--- INPUT RECORDS Enclosed Below ---

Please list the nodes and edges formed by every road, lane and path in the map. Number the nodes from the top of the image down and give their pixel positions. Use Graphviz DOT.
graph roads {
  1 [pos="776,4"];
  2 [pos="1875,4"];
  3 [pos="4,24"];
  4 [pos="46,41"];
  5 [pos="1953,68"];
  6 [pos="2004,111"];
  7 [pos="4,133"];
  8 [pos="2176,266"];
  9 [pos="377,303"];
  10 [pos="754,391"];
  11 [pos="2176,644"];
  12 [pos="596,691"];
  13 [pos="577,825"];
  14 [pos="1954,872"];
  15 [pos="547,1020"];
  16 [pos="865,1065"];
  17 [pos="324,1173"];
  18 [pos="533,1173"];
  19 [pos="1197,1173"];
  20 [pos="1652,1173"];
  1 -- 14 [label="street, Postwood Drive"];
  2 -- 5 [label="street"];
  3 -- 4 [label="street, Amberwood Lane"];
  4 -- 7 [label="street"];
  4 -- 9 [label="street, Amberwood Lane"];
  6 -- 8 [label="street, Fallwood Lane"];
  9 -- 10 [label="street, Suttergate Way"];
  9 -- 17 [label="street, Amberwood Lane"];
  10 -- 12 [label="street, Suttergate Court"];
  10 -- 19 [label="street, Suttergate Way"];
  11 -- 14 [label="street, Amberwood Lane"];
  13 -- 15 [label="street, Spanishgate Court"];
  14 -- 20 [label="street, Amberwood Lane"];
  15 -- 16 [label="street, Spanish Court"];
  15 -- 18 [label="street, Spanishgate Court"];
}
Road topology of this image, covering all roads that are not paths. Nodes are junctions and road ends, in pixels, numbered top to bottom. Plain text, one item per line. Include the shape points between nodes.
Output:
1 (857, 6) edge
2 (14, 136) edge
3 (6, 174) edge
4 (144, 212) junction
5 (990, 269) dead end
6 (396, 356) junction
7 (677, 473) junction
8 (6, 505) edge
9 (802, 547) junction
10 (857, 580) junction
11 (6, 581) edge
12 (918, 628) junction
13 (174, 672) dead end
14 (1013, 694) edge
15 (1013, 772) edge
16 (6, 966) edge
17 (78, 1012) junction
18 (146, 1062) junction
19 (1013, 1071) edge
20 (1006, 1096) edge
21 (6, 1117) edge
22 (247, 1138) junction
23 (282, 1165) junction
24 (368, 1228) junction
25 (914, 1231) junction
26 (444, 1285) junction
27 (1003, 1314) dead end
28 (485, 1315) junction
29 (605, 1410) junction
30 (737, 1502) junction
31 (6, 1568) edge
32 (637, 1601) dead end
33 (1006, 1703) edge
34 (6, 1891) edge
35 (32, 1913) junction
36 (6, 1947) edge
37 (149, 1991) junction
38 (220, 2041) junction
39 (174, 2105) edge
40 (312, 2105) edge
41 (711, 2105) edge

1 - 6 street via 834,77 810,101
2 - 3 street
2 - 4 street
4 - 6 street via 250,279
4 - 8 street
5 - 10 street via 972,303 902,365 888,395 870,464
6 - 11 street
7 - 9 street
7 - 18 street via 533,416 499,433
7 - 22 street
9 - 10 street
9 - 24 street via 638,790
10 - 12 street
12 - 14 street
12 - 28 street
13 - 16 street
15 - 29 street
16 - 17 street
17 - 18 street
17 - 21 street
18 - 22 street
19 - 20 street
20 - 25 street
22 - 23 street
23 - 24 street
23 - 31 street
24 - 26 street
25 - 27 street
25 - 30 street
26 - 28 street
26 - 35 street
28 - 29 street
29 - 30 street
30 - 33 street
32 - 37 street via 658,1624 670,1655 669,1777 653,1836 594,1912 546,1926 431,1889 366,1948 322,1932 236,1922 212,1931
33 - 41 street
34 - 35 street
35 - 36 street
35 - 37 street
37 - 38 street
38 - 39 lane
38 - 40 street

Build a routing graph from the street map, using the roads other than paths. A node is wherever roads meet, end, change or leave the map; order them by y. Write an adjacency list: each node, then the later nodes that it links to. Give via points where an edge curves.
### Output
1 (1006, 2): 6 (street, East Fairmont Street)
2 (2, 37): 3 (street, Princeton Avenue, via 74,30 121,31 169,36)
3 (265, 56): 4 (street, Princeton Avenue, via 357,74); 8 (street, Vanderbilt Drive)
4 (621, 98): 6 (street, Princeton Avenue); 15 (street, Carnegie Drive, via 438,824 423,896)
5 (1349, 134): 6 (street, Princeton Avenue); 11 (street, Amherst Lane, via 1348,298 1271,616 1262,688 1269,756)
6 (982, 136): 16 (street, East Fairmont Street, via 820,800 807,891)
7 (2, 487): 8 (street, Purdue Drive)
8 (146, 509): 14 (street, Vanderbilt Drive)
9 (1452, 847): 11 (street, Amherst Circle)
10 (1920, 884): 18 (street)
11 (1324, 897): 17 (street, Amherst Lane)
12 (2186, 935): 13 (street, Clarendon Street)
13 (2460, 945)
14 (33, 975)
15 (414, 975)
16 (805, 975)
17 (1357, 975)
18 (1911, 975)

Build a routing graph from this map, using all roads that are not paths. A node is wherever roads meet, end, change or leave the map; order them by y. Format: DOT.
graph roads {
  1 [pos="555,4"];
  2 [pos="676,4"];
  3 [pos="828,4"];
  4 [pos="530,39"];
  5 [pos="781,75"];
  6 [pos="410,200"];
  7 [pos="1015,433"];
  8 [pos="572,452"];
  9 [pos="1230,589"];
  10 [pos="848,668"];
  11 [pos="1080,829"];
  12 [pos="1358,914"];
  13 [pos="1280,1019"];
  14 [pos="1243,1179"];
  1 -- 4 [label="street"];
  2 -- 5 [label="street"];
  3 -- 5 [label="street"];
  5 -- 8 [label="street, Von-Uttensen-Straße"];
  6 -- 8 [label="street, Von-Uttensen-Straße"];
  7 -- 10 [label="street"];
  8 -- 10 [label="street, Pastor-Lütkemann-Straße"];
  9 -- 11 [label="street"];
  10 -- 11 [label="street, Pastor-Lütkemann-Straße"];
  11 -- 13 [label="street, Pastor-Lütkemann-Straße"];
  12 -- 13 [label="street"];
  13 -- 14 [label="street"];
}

--- End of Enclosed INPUT RECORDS ---

WHAT THE EXERCISE ASKS:
Give only the number of lines in the entries above that contain the string "Avenue".

RESULT OF THE EXERCISE:
4